Of course, each violation also represents $50 paid to the camera company, Australia-based Redflex, and to the County's general fund, which helps to support the police department and other services. As previously reported, the County paid nothing up front for the camera systems. Under the deal, any ticket revenue up to $10,000 a month will go to Redflex, while any revenue generated beyond that goes to the County.
While County officials tout the deal as a savings to taxpayers, critics argue that it side-steps the ban on camera companies getting compensated based on the number of citations handed out, as the risk-free arrangement gives the County a financial incentive to make sure Reflex gets its $10,000 every month.
While County officials are characterizing this as a traffic safety measure, the deal would have any red-blooded American businessperson licking their chops. During that 12-hour period last year (from 6am to 6pm), 152 red-light running violations were observed at the chosen approaches. At $50 a violation, that's over $200,000 a month, or $2.7 million a year. Even if half those violations are deterred by the presence of the cameras, that's still over $100,000 a month.
Surprisingly, Officer Allen predicts that the number of violations, based on observations of the 23 camera systems in Virginia Beach, could actually spike during the first several months of the program, before leveling out as motorists get used to the cameras.
Of course, actually getting those $50 checks could be another story.
In Arizona, the state's network of Redflex-operated speed cameras came down recently because those ticketed simply began tossing them out.
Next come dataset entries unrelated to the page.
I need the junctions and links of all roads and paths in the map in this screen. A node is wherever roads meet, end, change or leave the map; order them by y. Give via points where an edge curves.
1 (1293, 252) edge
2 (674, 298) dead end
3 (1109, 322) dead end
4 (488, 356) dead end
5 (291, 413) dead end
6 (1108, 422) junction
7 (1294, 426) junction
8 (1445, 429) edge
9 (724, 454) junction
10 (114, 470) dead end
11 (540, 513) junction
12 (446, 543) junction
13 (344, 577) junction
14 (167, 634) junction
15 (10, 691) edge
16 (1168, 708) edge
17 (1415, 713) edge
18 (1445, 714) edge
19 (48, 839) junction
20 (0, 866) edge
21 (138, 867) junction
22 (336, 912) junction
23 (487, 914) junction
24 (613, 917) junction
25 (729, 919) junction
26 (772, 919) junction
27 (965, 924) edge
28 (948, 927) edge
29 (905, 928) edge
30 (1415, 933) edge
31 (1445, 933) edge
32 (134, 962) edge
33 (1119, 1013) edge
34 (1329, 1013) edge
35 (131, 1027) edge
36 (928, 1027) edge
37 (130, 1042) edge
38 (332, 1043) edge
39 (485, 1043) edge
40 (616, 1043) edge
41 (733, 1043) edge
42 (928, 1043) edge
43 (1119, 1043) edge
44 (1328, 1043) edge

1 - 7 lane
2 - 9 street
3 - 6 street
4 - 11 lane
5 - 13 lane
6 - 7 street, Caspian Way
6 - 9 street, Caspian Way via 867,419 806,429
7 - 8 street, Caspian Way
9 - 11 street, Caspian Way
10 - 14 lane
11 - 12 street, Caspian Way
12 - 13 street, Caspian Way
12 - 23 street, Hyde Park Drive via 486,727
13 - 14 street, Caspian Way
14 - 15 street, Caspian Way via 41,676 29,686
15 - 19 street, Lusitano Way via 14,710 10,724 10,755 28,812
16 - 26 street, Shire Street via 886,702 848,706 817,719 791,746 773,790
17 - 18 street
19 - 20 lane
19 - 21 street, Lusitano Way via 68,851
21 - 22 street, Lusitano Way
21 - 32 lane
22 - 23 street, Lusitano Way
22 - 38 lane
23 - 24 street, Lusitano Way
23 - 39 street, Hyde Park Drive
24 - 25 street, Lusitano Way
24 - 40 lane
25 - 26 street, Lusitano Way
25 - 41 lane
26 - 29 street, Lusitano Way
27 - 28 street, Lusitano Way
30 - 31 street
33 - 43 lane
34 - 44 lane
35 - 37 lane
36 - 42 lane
According to Arizona code, motorists were under no obligation to pay the tickets unless they were personally served. It's a situation that has cost Redflex $6.7 million in lost revenue this year, according to an April 2010 letter to shareholders, and has had the company petitioning the Arizona Supreme Court over the law.
Virginia code was amended to accompany the new red light camera legislation, but it's not that easy to get around the right to be properly served; even according to the modified code, a driver ignoring the citation suffers no criminal penalty. What's more, the code appears to require the County to personally serve the citation if it wants to ensure collection.
As was mentioned in a 2005 VDOT study on the use of red light cameras, because Virginia code requires the delivery of an in-person summons to compel an individual to appear in court, unless red-light camera citations get hand-delivered, they could become "essentially unenforceable."
"Early next year we should have a pretty good idea of how the cameras are working," says Officer Allen.